Hamilton–Jacobi limit for the enriched free energy in the bipartite model (Conjecture validity)

Establish whether the enriched free energy F_N(t,q) for the bipartite spin glass with two layers and Hamiltonian H_N^bip(σ) = (1/√N) ∑_{i,j} W_{i,j} σ_{1,i} σ_{2,j} converges, as N→∞, to the unique viscosity solution f of the Hamilton–Jacobi equation ∂_t f(t,q) − ∫_0^1 (∂_{q_1} f(t,q,u))(∂_{q_2} f(t,q,u)) du = 0 on ℝ_+ × Q^2 with initial condition f(0,·) = ψ, where Q^2 denotes pairs of non-decreasing paths q=(q_1,q_2): [0,1]→[0,∞), ∂_{q_d} denotes the L^2-derivative along path q_d, and ψ(q) = F_1(0,q).

Background

To address non-convex covariance structures, the authors introduce an enriched free energy F_N(t,q) depending on a pair of path parameters q=(q_1,q_2) that encode an ultrametric external field, and propose a Hamilton–Jacobi PDE whose solution should describe the large-N limit in the bipartite case.
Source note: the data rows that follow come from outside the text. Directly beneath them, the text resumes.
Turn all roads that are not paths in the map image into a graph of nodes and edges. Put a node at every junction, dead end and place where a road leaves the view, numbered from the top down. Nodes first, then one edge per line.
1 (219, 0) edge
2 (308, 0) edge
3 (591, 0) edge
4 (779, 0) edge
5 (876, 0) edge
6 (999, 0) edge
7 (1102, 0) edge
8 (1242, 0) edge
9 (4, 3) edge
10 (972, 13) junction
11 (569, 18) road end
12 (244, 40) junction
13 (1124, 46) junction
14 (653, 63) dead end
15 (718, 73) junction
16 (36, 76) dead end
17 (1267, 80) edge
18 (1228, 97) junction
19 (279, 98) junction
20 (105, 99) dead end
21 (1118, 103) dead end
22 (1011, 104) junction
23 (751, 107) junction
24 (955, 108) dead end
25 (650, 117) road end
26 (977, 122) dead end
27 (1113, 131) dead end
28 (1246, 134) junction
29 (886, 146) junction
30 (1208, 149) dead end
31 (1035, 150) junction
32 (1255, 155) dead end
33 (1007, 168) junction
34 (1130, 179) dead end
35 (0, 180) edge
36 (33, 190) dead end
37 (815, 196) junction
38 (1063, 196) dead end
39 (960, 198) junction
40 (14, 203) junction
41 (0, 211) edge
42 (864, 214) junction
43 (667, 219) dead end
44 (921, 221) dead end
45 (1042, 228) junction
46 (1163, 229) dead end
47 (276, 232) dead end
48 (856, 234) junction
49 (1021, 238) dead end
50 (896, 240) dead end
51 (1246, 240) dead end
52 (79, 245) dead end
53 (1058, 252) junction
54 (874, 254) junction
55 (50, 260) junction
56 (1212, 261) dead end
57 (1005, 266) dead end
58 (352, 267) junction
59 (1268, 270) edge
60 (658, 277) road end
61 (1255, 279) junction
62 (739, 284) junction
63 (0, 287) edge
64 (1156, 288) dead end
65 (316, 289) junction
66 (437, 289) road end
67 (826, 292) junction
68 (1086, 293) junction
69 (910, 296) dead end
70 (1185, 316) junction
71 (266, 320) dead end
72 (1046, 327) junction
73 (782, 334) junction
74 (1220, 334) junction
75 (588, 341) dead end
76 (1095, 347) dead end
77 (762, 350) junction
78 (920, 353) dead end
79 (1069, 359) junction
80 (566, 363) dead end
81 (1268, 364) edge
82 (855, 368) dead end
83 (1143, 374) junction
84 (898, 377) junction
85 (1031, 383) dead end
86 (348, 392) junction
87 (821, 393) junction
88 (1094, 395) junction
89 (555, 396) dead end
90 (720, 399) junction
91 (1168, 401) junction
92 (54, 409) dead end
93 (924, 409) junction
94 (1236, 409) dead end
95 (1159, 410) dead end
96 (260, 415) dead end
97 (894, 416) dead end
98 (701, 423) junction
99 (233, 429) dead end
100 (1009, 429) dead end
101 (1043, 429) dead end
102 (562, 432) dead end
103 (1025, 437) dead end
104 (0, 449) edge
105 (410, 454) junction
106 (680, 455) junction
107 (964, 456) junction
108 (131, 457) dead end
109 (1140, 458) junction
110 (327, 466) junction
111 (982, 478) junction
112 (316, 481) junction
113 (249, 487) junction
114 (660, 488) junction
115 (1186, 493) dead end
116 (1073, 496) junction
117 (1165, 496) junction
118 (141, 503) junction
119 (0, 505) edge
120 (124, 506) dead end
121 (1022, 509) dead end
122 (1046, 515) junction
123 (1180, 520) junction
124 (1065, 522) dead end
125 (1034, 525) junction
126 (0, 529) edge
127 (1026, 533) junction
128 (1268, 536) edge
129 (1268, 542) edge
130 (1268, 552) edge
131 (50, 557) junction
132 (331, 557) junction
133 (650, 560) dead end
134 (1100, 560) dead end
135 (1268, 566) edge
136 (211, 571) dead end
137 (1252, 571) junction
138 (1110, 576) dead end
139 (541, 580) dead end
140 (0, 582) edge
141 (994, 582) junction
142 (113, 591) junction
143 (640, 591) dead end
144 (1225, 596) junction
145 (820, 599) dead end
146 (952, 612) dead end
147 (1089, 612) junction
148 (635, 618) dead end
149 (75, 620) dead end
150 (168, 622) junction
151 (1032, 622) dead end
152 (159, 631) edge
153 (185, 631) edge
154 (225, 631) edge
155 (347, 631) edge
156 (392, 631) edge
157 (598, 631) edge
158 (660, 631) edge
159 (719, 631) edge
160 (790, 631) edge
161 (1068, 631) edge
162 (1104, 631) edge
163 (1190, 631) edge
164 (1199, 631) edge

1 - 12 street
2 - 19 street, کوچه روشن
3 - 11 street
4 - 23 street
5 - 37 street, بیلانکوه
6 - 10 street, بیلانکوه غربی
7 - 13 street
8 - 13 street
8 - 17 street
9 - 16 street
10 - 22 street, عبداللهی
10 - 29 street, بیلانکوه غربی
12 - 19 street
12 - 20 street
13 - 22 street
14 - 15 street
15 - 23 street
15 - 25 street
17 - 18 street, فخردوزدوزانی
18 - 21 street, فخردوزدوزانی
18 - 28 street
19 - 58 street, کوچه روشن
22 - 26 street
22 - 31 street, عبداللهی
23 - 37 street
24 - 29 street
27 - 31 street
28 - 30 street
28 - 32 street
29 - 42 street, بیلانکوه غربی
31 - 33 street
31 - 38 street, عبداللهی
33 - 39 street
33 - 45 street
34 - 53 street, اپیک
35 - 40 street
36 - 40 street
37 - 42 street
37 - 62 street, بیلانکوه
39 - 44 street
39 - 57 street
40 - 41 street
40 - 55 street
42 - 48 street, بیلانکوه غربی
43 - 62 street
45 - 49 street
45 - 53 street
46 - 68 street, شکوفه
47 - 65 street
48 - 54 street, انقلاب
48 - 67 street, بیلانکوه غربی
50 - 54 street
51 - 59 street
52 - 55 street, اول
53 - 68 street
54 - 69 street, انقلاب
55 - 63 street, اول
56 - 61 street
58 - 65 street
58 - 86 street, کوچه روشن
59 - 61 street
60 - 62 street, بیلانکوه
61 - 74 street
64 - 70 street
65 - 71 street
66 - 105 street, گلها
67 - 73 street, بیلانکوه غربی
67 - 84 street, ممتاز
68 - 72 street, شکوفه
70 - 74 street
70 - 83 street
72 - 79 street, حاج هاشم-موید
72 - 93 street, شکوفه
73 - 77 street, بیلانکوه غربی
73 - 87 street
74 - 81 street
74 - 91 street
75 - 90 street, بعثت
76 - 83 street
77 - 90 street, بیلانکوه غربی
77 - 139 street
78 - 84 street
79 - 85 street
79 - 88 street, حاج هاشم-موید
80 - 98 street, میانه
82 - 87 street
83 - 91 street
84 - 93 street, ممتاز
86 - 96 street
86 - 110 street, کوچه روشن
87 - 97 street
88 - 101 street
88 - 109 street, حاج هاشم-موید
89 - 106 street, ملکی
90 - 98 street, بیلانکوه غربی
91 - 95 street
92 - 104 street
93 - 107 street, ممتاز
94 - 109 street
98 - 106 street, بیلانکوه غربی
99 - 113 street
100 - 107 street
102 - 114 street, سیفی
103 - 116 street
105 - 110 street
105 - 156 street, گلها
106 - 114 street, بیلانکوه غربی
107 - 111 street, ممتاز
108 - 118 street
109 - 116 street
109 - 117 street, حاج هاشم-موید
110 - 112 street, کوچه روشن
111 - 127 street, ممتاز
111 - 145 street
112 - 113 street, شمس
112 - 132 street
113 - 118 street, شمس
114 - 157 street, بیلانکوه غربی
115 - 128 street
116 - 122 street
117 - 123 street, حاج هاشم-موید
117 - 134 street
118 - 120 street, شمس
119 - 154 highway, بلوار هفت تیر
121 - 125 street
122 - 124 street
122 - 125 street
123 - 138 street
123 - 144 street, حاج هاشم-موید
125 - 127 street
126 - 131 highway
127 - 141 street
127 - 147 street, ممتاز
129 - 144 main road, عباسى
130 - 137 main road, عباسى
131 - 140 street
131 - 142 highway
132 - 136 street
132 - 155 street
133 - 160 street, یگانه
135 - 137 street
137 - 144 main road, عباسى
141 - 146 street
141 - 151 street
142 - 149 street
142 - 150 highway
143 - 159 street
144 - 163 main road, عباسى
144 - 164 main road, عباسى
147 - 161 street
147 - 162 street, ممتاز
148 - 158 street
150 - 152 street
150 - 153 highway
Because the nonlinearity (x,y)↦xy is neither convex nor concave, standard variational representations are unavailable. The authors prove partial results: any subsequential limit satisfies the PDE almost everywhere, and the viscosity solution furnishes a lower bound. However, the main conjecture that F_N(t,q) converges to this solution remains unresolved.